→ **ABOUT THIS TASK**
Please show each line of the listing where "Avenue" is present.

→ **GIVEN ENTRIES**
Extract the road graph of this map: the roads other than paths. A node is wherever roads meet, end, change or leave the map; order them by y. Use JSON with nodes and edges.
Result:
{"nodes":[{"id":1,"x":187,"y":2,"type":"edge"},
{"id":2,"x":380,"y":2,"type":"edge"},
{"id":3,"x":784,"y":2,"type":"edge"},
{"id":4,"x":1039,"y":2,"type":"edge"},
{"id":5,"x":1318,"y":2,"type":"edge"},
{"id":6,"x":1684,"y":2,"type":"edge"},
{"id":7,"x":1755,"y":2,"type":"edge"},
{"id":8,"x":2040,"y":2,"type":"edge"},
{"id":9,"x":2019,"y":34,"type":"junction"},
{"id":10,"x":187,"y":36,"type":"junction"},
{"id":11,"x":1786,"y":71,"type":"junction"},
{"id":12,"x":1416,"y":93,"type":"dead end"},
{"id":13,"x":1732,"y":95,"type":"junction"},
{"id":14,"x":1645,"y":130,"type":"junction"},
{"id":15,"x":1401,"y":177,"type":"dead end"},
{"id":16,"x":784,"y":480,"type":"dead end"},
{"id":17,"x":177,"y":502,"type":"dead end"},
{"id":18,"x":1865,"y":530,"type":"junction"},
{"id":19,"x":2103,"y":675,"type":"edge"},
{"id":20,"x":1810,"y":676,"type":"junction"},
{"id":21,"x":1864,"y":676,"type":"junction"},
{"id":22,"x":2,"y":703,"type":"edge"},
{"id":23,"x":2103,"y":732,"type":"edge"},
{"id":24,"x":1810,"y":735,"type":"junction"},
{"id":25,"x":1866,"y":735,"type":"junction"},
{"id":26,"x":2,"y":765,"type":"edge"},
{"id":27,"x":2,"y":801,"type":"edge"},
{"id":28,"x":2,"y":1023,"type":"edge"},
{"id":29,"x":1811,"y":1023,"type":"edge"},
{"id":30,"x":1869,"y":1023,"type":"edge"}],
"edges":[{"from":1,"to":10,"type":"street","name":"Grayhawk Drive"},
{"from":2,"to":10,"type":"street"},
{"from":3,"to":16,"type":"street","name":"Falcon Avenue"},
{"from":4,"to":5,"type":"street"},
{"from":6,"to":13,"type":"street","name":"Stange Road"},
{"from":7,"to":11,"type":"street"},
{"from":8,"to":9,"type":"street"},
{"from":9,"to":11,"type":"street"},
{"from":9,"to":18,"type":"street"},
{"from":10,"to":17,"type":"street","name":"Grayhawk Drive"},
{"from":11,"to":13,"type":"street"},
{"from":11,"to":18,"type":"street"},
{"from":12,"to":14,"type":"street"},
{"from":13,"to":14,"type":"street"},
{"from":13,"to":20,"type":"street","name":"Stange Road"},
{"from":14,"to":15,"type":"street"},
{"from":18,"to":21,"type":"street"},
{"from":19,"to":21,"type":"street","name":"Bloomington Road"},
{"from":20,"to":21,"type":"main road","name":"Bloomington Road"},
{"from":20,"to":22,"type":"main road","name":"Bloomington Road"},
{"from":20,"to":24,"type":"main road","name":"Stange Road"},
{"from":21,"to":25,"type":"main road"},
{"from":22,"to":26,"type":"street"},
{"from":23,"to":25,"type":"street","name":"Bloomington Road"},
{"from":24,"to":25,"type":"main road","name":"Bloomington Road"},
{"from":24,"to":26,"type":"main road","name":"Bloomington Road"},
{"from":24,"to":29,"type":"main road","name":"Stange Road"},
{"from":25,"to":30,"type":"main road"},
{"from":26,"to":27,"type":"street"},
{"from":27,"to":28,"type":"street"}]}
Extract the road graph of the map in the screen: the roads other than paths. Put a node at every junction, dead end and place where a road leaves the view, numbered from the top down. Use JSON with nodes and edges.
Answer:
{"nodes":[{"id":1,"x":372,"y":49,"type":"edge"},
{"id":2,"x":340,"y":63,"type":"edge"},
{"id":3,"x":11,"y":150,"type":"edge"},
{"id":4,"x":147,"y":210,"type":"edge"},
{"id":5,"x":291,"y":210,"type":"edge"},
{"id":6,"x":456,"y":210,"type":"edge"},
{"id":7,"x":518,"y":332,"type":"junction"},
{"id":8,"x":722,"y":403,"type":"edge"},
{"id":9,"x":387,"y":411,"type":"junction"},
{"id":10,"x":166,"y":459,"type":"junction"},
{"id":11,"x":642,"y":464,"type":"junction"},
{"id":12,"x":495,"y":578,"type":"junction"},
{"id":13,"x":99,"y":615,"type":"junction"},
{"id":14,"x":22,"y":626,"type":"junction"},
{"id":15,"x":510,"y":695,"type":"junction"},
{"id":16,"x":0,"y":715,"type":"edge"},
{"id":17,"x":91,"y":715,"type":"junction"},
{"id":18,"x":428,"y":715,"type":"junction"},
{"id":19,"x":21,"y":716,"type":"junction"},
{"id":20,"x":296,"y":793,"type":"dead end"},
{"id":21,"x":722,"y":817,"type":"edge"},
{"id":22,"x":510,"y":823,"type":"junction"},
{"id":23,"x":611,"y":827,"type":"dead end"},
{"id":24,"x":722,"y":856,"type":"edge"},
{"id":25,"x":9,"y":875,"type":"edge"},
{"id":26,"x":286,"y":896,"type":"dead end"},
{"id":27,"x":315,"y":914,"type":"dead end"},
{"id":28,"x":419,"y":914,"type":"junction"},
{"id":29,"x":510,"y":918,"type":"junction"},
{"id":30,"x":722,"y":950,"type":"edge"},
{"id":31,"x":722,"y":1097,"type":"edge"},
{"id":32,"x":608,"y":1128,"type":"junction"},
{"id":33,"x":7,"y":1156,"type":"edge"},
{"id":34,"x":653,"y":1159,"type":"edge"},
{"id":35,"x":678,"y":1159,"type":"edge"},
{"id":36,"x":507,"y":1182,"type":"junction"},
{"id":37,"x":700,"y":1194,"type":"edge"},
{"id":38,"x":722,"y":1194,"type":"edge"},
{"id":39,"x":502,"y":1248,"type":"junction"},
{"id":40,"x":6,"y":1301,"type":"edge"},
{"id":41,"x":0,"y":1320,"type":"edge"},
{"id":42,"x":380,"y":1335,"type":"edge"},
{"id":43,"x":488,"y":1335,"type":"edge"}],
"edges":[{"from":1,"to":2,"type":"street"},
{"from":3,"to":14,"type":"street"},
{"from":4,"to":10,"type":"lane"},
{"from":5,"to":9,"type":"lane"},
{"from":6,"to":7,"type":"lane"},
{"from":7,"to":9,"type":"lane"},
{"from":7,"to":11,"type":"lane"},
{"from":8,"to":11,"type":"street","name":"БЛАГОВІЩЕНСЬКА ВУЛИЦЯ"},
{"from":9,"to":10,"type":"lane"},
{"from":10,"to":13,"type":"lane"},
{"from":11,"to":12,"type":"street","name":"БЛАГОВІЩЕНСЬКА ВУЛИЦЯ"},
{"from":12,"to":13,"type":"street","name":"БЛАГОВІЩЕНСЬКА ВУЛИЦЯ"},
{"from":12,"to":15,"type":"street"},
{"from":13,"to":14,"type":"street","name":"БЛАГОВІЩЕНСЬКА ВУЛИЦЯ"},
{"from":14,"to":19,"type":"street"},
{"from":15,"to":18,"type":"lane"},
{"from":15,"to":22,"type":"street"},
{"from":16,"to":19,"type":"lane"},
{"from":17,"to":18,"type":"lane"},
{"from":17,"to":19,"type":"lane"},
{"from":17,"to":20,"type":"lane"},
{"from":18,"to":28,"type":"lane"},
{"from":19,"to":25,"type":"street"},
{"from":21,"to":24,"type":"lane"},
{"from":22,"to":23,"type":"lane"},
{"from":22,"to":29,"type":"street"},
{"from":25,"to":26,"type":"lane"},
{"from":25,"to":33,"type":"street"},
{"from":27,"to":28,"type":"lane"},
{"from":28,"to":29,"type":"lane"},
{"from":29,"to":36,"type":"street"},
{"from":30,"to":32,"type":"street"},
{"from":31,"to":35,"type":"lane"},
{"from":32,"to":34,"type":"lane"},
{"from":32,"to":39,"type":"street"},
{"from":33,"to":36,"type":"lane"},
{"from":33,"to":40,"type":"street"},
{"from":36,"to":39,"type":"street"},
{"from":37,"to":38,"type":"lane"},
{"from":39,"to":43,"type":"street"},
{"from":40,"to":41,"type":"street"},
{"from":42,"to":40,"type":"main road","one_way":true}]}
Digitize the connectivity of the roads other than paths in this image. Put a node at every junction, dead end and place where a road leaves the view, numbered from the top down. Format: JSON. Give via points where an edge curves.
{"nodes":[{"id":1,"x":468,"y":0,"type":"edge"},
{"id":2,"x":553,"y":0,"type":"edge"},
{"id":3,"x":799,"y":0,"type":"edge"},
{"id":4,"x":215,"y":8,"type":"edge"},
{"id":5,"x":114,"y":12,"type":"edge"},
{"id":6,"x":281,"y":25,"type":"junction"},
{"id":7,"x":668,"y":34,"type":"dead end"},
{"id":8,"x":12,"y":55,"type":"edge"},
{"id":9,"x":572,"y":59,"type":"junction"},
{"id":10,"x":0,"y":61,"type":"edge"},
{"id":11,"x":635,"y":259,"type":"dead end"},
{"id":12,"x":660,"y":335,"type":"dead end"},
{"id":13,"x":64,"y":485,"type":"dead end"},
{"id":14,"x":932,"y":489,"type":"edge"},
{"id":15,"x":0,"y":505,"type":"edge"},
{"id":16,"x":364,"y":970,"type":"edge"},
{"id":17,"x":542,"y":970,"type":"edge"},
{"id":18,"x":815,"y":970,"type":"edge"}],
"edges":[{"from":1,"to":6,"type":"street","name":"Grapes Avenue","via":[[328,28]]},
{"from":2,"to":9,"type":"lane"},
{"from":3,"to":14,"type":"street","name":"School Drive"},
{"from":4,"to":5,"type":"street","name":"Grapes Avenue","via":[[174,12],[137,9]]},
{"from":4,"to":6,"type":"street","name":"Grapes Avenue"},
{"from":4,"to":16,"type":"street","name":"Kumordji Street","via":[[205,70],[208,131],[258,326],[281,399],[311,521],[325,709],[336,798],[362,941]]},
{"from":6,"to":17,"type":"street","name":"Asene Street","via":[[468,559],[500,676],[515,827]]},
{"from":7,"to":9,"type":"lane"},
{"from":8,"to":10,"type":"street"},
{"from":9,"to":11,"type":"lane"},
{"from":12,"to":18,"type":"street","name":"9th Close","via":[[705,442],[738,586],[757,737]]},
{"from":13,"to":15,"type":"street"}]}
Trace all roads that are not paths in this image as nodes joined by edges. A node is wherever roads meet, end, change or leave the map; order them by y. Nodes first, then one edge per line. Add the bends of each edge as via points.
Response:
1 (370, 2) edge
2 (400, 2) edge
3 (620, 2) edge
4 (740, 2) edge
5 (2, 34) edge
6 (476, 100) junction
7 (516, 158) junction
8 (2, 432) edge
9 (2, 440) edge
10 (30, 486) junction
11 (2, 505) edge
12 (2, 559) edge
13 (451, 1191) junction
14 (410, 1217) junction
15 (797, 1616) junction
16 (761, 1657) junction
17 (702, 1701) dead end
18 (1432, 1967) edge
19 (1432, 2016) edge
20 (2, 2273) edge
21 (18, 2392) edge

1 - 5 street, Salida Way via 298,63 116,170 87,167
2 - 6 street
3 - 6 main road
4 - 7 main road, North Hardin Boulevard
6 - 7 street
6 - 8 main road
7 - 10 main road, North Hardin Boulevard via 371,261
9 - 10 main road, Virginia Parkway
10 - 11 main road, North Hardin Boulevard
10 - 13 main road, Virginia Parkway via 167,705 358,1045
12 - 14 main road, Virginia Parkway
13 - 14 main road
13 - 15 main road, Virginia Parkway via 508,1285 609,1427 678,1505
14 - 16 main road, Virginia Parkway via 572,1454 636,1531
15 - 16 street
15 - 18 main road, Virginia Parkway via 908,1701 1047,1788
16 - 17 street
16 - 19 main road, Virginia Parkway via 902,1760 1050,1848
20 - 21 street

→ **WRITTEN REPLY**
{"from":3,"to":16,"type":"street","name":"Falcon Avenue"},
"edges":[{"from":1,"to":6,"type":"street","name":"Grapes Avenue","via":[[328,28]]},
{"from":4,"to":5,"type":"street","name":"Grapes Avenue","via":[[174,12],[137,9]]},
{"from":4,"to":6,"type":"street","name":"Grapes Avenue"},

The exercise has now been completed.